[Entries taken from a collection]
————

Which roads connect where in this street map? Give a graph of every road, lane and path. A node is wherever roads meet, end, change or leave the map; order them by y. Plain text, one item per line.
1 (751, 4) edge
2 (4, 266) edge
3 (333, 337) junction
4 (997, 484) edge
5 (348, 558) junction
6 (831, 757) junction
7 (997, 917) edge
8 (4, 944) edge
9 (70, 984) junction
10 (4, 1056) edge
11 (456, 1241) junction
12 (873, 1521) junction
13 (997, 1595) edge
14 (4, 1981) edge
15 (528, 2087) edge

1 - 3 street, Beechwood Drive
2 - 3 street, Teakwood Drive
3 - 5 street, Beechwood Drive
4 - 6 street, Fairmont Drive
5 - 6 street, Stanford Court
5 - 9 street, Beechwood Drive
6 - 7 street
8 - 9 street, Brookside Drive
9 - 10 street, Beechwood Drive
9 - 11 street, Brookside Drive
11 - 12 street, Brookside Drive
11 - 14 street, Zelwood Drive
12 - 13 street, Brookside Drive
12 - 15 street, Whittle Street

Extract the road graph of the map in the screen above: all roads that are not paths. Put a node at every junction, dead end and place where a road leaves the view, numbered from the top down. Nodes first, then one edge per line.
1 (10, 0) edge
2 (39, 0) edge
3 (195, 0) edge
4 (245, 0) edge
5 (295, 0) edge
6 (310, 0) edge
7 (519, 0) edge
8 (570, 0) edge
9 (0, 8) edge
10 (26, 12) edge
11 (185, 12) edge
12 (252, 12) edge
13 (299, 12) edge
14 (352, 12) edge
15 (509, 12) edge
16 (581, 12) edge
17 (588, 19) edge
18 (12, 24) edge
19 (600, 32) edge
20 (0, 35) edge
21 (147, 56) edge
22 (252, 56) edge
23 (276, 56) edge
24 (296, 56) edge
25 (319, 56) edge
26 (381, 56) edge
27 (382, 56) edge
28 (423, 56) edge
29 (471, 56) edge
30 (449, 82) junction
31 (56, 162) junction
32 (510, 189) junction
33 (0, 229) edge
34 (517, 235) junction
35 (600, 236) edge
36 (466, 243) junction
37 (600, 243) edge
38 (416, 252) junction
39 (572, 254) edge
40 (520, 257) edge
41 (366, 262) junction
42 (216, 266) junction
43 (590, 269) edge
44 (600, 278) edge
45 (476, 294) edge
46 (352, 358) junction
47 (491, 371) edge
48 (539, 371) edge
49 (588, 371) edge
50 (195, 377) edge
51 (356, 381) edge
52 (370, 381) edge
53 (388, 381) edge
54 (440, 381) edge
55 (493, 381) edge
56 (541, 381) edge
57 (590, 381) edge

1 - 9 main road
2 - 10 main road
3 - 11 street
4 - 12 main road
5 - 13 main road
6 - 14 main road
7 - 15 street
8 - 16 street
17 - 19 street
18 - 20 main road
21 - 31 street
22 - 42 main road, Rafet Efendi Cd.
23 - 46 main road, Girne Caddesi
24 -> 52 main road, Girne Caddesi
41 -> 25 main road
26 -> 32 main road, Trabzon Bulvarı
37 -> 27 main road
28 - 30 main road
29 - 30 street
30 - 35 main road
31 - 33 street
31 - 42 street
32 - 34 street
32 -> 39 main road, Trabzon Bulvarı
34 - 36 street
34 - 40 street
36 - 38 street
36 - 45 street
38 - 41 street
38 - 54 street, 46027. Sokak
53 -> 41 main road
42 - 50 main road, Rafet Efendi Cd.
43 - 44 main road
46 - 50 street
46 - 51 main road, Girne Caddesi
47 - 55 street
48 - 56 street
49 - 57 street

————

ASSIGNED TASK:
If a line in the records contains the string "Girne", copy it out.

RESULT FOR THIS EXERCISE:
23 - 46 main road, Girne Caddesi
24 -> 52 main road, Girne Caddesi
46 - 51 main road, Girne Caddesi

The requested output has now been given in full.